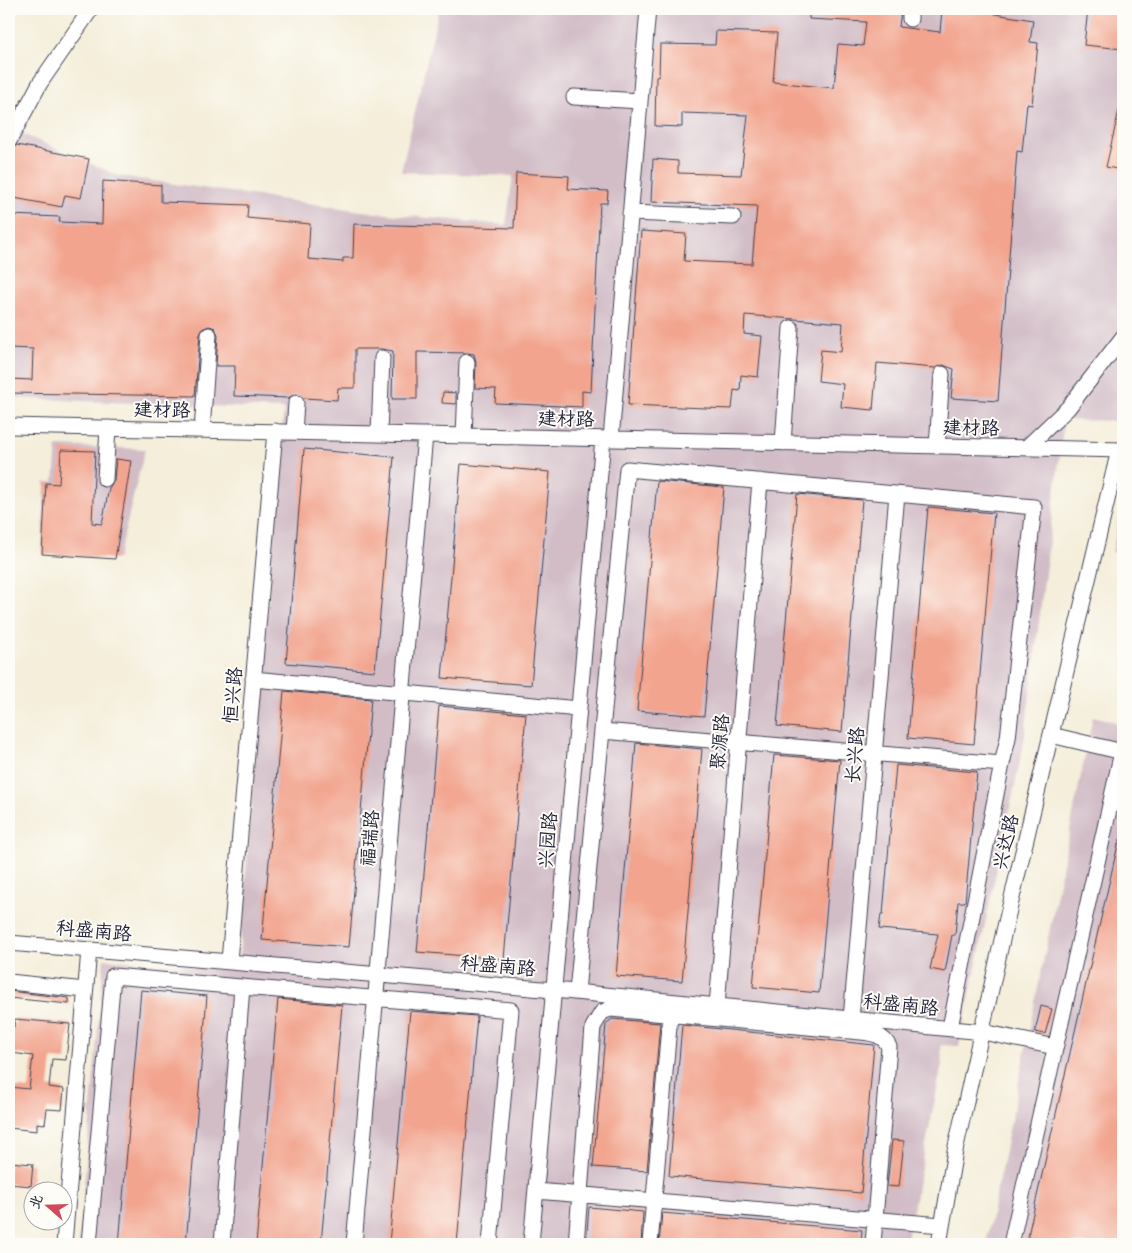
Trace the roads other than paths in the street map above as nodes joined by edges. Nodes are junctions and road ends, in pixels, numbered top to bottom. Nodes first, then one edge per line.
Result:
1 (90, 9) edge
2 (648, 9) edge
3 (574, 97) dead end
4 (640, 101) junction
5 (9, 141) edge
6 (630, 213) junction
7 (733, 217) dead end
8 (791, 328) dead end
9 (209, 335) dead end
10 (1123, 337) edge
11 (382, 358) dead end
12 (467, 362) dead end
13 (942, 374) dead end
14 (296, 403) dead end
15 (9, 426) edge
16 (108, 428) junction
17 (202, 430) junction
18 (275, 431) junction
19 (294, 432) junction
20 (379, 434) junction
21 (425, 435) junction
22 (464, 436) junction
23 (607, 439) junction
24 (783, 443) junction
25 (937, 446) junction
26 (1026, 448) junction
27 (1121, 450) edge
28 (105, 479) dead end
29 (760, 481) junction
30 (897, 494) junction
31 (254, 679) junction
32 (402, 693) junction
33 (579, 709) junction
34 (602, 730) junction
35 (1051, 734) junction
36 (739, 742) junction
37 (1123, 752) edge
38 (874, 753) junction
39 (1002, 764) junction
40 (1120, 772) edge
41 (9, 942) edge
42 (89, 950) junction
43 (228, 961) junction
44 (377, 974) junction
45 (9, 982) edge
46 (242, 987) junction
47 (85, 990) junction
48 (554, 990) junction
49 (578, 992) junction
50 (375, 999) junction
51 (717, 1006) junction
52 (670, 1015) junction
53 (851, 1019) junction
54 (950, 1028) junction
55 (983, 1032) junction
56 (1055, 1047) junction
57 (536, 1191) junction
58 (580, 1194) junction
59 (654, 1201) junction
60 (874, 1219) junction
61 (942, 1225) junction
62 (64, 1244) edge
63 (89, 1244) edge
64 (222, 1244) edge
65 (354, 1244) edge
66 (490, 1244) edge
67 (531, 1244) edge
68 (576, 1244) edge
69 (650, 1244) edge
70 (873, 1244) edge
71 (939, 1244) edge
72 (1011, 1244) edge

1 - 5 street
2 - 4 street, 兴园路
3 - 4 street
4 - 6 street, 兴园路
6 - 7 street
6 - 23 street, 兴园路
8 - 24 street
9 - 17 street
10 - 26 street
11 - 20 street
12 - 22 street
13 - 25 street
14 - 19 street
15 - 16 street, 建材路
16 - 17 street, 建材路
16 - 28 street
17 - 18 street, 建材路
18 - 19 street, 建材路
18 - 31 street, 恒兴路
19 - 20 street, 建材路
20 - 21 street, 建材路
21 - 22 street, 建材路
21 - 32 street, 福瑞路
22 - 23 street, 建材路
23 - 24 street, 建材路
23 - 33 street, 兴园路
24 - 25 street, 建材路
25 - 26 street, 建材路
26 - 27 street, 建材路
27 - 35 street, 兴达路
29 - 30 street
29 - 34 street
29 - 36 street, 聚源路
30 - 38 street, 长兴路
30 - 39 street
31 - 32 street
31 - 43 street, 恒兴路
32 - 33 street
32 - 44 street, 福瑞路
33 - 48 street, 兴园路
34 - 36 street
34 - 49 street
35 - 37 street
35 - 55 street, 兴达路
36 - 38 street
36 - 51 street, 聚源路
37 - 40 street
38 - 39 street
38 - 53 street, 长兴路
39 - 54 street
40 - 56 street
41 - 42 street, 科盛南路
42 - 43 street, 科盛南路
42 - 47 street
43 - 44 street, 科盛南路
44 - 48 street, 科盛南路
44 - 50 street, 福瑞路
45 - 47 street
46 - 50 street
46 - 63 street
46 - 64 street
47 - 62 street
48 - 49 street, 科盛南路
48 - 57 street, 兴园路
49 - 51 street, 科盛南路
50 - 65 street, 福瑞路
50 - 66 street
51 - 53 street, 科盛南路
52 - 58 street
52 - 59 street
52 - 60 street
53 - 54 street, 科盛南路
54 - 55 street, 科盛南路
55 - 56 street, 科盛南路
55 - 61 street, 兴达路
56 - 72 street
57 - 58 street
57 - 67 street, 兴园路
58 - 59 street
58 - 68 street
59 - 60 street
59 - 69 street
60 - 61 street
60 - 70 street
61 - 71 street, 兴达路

########

Return every entry word for word, minus the pictures.

Trace the roads other than paths in the street map above as nodes joined by edges. Nodes are junctions and road ends, in pixels, numbered top to bottom. Nodes first, then one edge per line.
Result:
1 (90, 9) edge
2 (648, 9) edge
3 (574, 97) dead end
4 (640, 101) junction
5 (9, 141) edge
6 (630, 213) junction
7 (733, 217) dead end
8 (791, 328) dead end
9 (209, 335) dead end
10 (1123, 337) edge
11 (382, 358) dead end
12 (467, 362) dead end
13 (942, 374) dead end
14 (296, 403) dead end
15 (9, 426) edge
16 (108, 428) junction
17 (202, 430) junction
18 (275, 431) junction
19 (294, 432) junction
20 (379, 434) junction
21 (425, 435) junction
22 (464, 436) junction
23 (607, 439) junction
24 (783, 443) junction
25 (937, 446) junction
26 (1026, 448) junction
27 (1121, 450) edge
28 (105, 479) dead end
29 (760, 481) junction
30 (897, 494) junction
31 (254, 679) junction
32 (402, 693) junction
33 (579, 709) junction
34 (602, 730) junction
35 (1051, 734) junction
36 (739, 742) junction
37 (1123, 752) edge
38 (874, 753) junction
39 (1002, 764) junction
40 (1120, 772) edge
41 (9, 942) edge
42 (89, 950) junction
43 (228, 961) junction
44 (377, 974) junction
45 (9, 982) edge
46 (242, 987) junction
47 (85, 990) junction
48 (554, 990) junction
49 (578, 992) junction
50 (375, 999) junction
51 (717, 1006) junction
52 (670, 1015) junction
53 (851, 1019) junction
54 (950, 1028) junction
55 (983, 1032) junction
56 (1055, 1047) junction
57 (536, 1191) junction
58 (580, 1194) junction
59 (654, 1201) junction
60 (874, 1219) junction
61 (942, 1225) junction
62 (64, 1244) edge
63 (89, 1244) edge
64 (222, 1244) edge
65 (354, 1244) edge
66 (490, 1244) edge
67 (531, 1244) edge
68 (576, 1244) edge
69 (650, 1244) edge
70 (873, 1244) edge
71 (939, 1244) edge
72 (1011, 1244) edge

1 - 5 street
2 - 4 street, 兴园路
3 - 4 street
4 - 6 street, 兴园路
6 - 7 street
6 - 23 street, 兴园路
8 - 24 street
9 - 17 street
10 - 26 street
11 - 20 street
12 - 22 street
13 - 25 street
14 - 19 street
15 - 16 street, 建材路
16 - 17 street, 建材路
16 - 28 street
17 - 18 street, 建材路
18 - 19 street, 建材路
18 - 31 street, 恒兴路
19 - 20 street, 建材路
20 - 21 street, 建材路
21 - 22 street, 建材路
21 - 32 street, 福瑞路
22 - 23 street, 建材路
23 - 24 street, 建材路
23 - 33 street, 兴园路
24 - 25 street, 建材路
25 - 26 street, 建材路
26 - 27 street, 建材路
27 - 35 street, 兴达路
29 - 30 street
29 - 34 street
29 - 36 street, 聚源路
30 - 38 street, 长兴路
30 - 39 street
31 - 32 street
31 - 43 street, 恒兴路
32 - 33 street
32 - 44 street, 福瑞路
33 - 48 street, 兴园路
34 - 36 street
34 - 49 street
35 - 37 street
35 - 55 street, 兴达路
36 - 38 street
36 - 51 street, 聚源路
37 - 40 street
38 - 39 street
38 - 53 street, 长兴路
39 - 54 street
40 - 56 street
41 - 42 street, 科盛南路
42 - 43 street, 科盛南路
42 - 47 street
43 - 44 street, 科盛南路
44 - 48 street, 科盛南路
44 - 50 street, 福瑞路
45 - 47 street
46 - 50 street
46 - 63 street
46 - 64 street
47 - 62 street
48 - 49 street, 科盛南路
48 - 57 street, 兴园路
49 - 51 street, 科盛南路
50 - 65 street, 福瑞路
50 - 66 street
51 - 53 street, 科盛南路
52 - 58 street
52 - 59 street
52 - 60 street
53 - 54 street, 科盛南路
54 - 55 street, 科盛南路
55 - 56 street, 科盛南路
55 - 61 street, 兴达路
56 - 72 street
57 - 58 street
57 - 67 street, 兴园路
58 - 59 street
58 - 68 street
59 - 60 street
59 - 69 street
60 - 61 street
60 - 70 street
61 - 71 street, 兴达路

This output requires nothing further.